23. Tanda Janji

67 3 0
                                    


Kereta yang membawa kedua orang itu berhenti di tepi sungai yang tenang.

Kusir diam-diam meninggalkan ruangan, meninggalkan mereka berdua sendirian, dan bagian dalam gerbong dipenuhi dengan keheningan yang pekat. Matahari terbenam mencapai puncaknya sementara konfrontasi aneh pun terjadi, dengan Björn menatap Erna dan Erna menatap tangannya terlipat di lutut.

"Aku rasa bukan untuk itulah aku datang ke sini."

Suara Björn meresap ke dalam angin membawa suara lembut air. Erna lalu mendongak kaget. Mata kedua orang itu bertemu dalam cahaya merah matahari terbenam.

"Katakan."

Perintahnya dengan tenang sambil menatap Erna dengan mata bosan.

"Bukankah alasanmu menungguku seperti itu karena ada yang ingin kamu katakan?"

Bahu Erna menciut mendengar pertanyaan lugas itu. Tiba-tiba aku mulai bersyukur atas terbenamnya matahari yang menyembunyikan wajahku yang pasti memerah.

Bahkan ketika dia diam-diam meninggalkan Rumah Hardy dan menaiki kereta pos, Erna mampu bersikap berani. Itu adalah momen yang sama ketika aku berdiri di jembatan Grand Duke dan menunggu kereta pangeran lewat.

Kembalikan pakaiannya, minta maaf atas apa yang terjadi hari itu, dan berjanjilah dengan tegas untuk melunasi utangnya.

Semakin aku memikirkan hal-hal yang harus kulakukan satu per satu, pikiranku menjadi semakin damai. Erna semakin malu dengan perasaan tak berdaya yang datang padanya saat dia benar-benar berhadapan langsung dengan Björn.

"Pertama-tama, aku akan mengembalikan ini padamu."

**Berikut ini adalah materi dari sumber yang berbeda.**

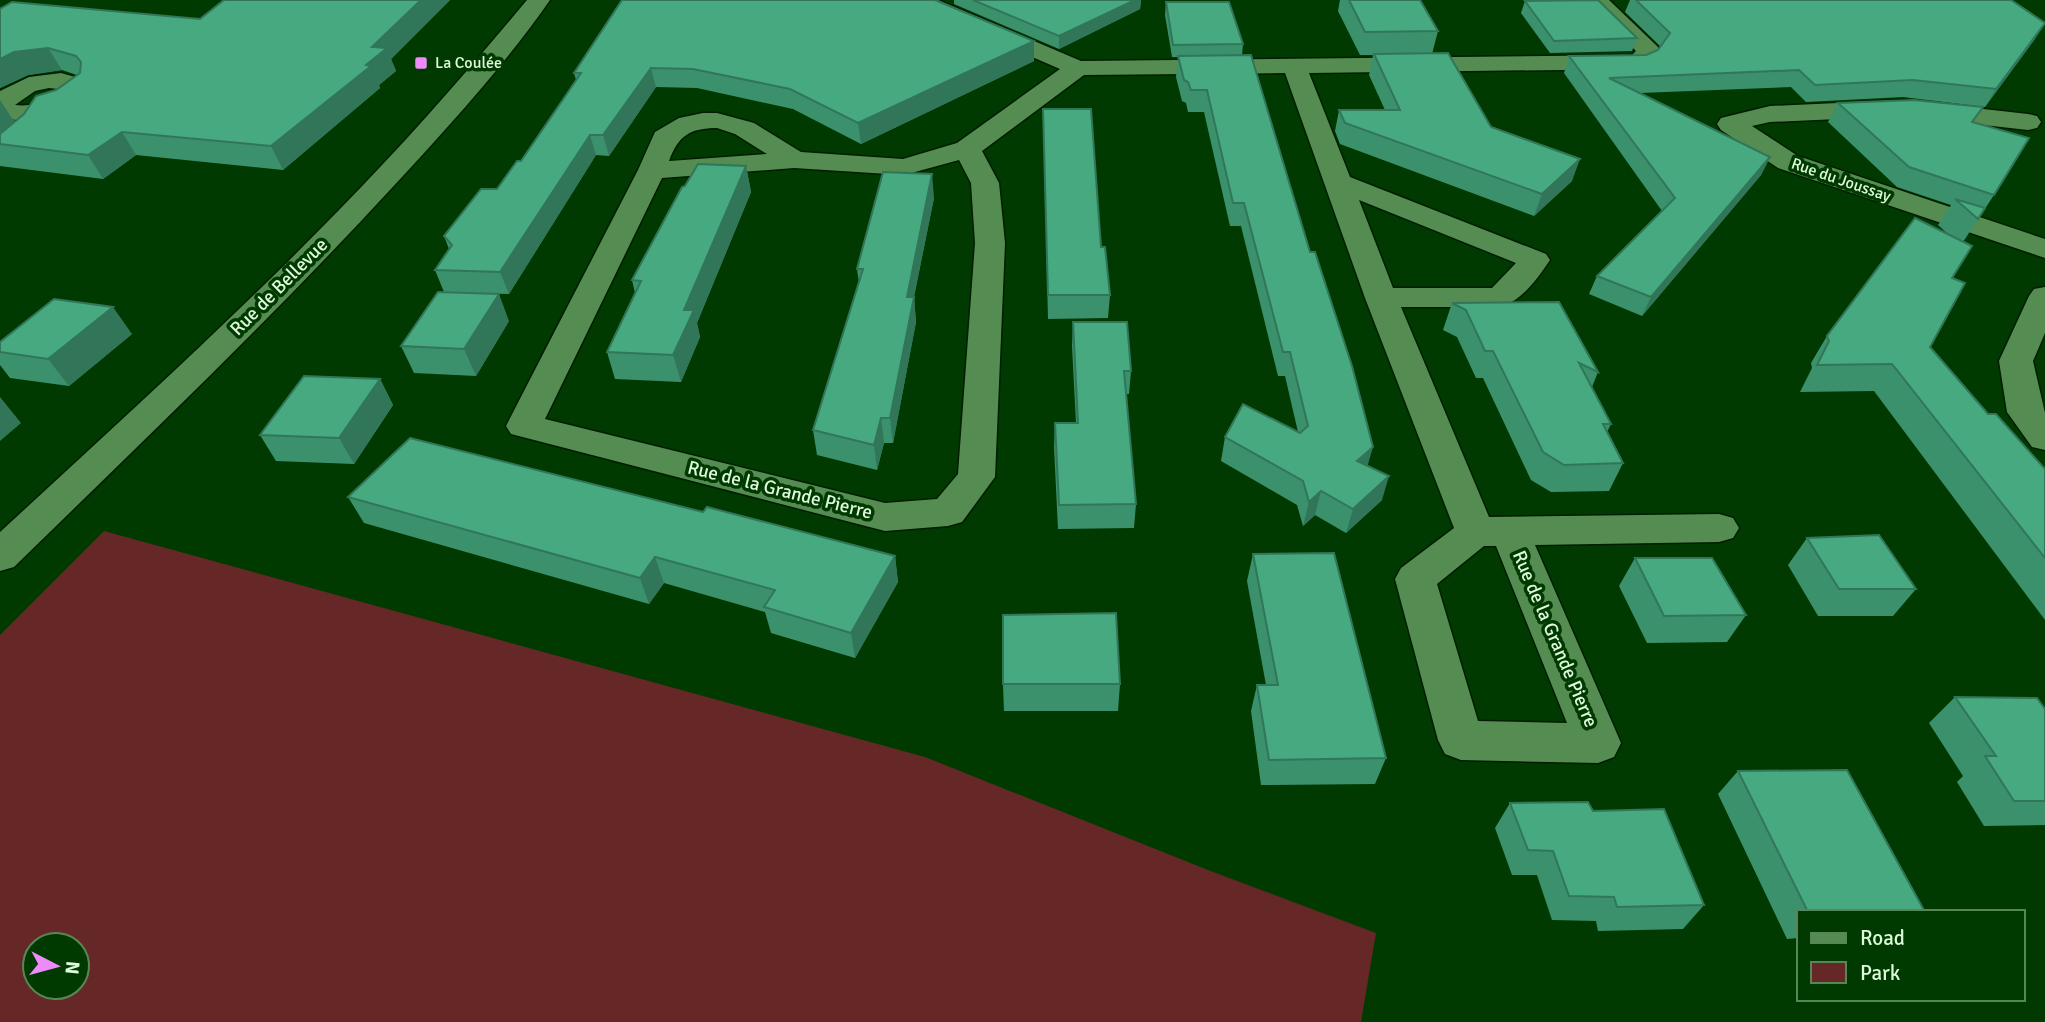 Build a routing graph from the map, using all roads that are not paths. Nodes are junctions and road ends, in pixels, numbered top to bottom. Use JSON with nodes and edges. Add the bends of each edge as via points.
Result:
{"nodes":[{"id":1,"x":539,"y":0,"type":"edge"},
{"id":2,"x":919,"y":0,"type":"edge"},
{"id":3,"x":1596,"y":0,"type":"edge"},
{"id":4,"x":1078,"y":68,"type":"junction"},
{"id":5,"x":1295,"y":68,"type":"junction"},
{"id":6,"x":40,"y":112,"type":"edge"},
{"id":7,"x":2028,"y":122,"type":"dead end"},
{"id":8,"x":967,"y":149,"type":"junction"},
{"id":9,"x":0,"y":153,"type":"edge"},
{"id":10,"x":794,"y":160,"type":"junction"},
{"id":11,"x":652,"y":170,"type":"junction"},
{"id":12,"x":1340,"y":183,"type":"junction"},
{"id":13,"x":2045,"y":250,"type":"edge"},
{"id":14,"x":2045,"y":296,"type":"edge"},
{"id":15,"x":1381,"y":298,"type":"junction"},
{"id":16,"x":2045,"y":438,"type":"edge"},
{"id":17,"x":1719,"y":528,"type":"dead end"},
{"id":18,"x":1492,"y":532,"type":"junction"},
{"id":19,"x":0,"y":556,"type":"edge"}],
"edges":[{"from":1,"to":19,"type":"street","name":"Rue de Bellevue","via":[[362,203]]},
{"from":2,"to":4,"type":"street"},
{"from":3,"to":5,"type":"street","via":[[1649,51],[1639,62]]},
{"from":4,"to":5,"type":"street"},
{"from":4,"to":8,"type":"street"},
{"from":5,"to":12,"type":"street","name":"Rue de la Grande Pierre"},
{"from":6,"to":9,"type":"street"},
{"from":7,"to":13,"type":"street","name":"Rue du Joussay","via":[[1903,108],[1770,114],[1730,124],[1788,162]]},
{"from":8,"to":10,"type":"street","via":[[904,167]]},
{"from":8,"to":11,"type":"street","name":"Rue de la Grande Pierre","via":[[985,183],[990,243],[976,477],[948,512],[885,517],[524,426]]},
{"from":10,"to":11,"type":"street"},
{"from":10,"to":11,"type":"street","name":"Rue de la Grande Pierre","via":[[754,132],[724,121],[690,123],[664,138]]},
{"from":12,"to":15,"type":"street","name":"Rue de la Grande Pierre"},
{"from":12,"to":15,"type":"street","via":[[1535,260],[1500,297]]},
{"from":14,"to":16,"type":"street","via":[[2017,361],[2025,412]]},
{"from":15,"to":18,"type":"street","name":"Rue de la Grande Pierre"},
{"from":17,"to":18,"type":"street","name":"Rue de la Grande Pierre"},
{"from":18,"to":18,"type":"street","name":"Rue de la Grande Pierre","via":[[1598,743],[1461,740],[1415,579]]}]}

Erna, yang telah bekerja keras untuk menenangkan diri, mengulurkan kotak besar yang dia letakkan di kakinya. Itu adalah jas malam yang diberikan pangeran padanya malam itu. Björn tersenyum tipis saat melihat pakaiannya yang terawat baik.

"Aku yakin keluarga Hardy tidak memiliki pelayan yang bisa menjalankan tugas untuk mereka."

"Tapi aku sendiri yang ingin mengembalikannya."

"Mengapa."

Merasa terbebani dengan tatapannya yang menatap, Erna perlahan menunduk dan menelan ludah kering.

"Salam.... Aku ingin memberitahumu ini."

Erna memelintir lagi ujung gaunnya yang sudah berantakan dan kusut.

"Terima kasih banyak telah membantuku, Pangeranku. Dan aku minta maaf."

"Apa?"

"Kamu dituduh secara salah karena aku. Akulah yang menyakiti Tuan Heinz, tapi rumor palsu bahwa pertarungan itu adalah pertarungan antara pangeran...."

"ah. itu."

Björn memotong kata-kata Erna dengan acuh tak acuh.

"Itu bukan rumor."

"Ya?"

Erna tiba-tiba mengangkat kepalanya mendengar kata-kata yang tidak bisa dimengerti itu. Bunga artifisial warna-warni yang menghiasi topi itu bergoyang seiring dengan gerakannya.

Björn memandangnya dengan minat baru. Erna, yang mengenakan gaun berwarna pink muda, renda putih, dan berbagai bunga serta pita, tampak seperti kue pengantin berjalan.

"Karena aku memukulnya."

"Pukul aku? Pangeran, orang itu? Mengapa?"

"hanya. Itu sepadan."

Reaksi terkejut Erna begitu lucu hingga Björn menjadi sedikit nakal.

"Luka yang aku sebabkan sepuluh kali lebih parah dibandingkan luka yang ditimbulkan oleh Nona Hardy. Jadi sejujurnya, ini bukanlah tuduhan palsu."